* _INPUT DATA_:
_ _ _ _

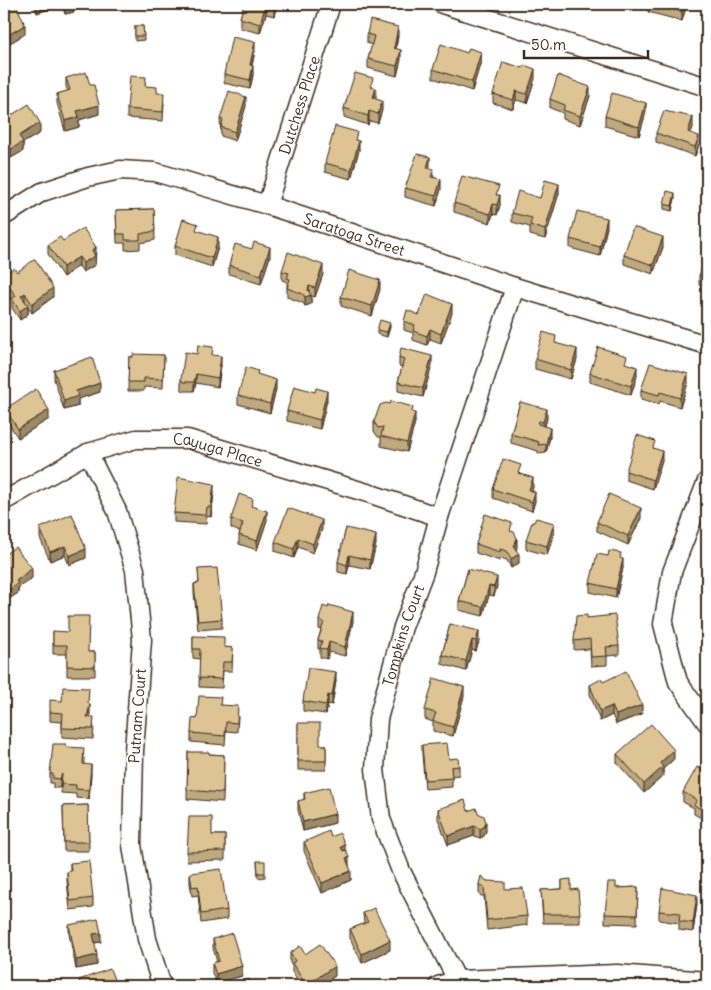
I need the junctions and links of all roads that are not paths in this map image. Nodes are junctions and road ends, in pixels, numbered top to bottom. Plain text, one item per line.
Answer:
1 (331, 4) edge
2 (442, 4) edge
3 (707, 87) edge
4 (267, 206) junction
5 (4, 216) edge
6 (515, 288) junction
7 (707, 345) edge
8 (88, 453) junction
9 (707, 481) edge
10 (4, 501) edge
11 (439, 517) junction
12 (707, 723) edge
13 (457, 980) junction
14 (707, 981) edge
15 (162, 986) edge
16 (438, 986) edge

1 - 4 street, Dutchess Place
2 - 3 street
4 - 5 street, Saratoga Street
4 - 6 street, Saratoga Street
6 - 7 street, Saratoga Street
6 - 11 street, Tompkins Court
8 - 10 street, Cayuga Place
8 - 11 street, Cayuga Place
8 - 15 street, Putnam Court
9 - 12 street
11 - 13 street, Tompkins Court
13 - 14 street
13 - 16 street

_ _ _ _

* _PROBLEM STATEMENT_: The answer should hold every entry exactly as given and no pictures at all.

* _TASK OUTPUT_:
I need the junctions and links of all roads that are not paths in this map image. Nodes are junctions and road ends, in pixels, numbered top to bottom. Plain text, one item per line.
Answer:
1 (331, 4) edge
2 (442, 4) edge
3 (707, 87) edge
4 (267, 206) junction
5 (4, 216) edge
6 (515, 288) junction
7 (707, 345) edge
8 (88, 453) junction
9 (707, 481) edge
10 (4, 501) edge
11 (439, 517) junction
12 (707, 723) edge
13 (457, 980) junction
14 (707, 981) edge
15 (162, 986) edge
16 (438, 986) edge

1 - 4 street, Dutchess Place
2 - 3 street
4 - 5 street, Saratoga Street
4 - 6 street, Saratoga Street
6 - 7 street, Saratoga Street
6 - 11 street, Tompkins Court
8 - 10 street, Cayuga Place
8 - 11 street, Cayuga Place
8 - 15 street, Putnam Court
9 - 12 street
11 - 13 street, Tompkins Court
13 - 14 street
13 - 16 street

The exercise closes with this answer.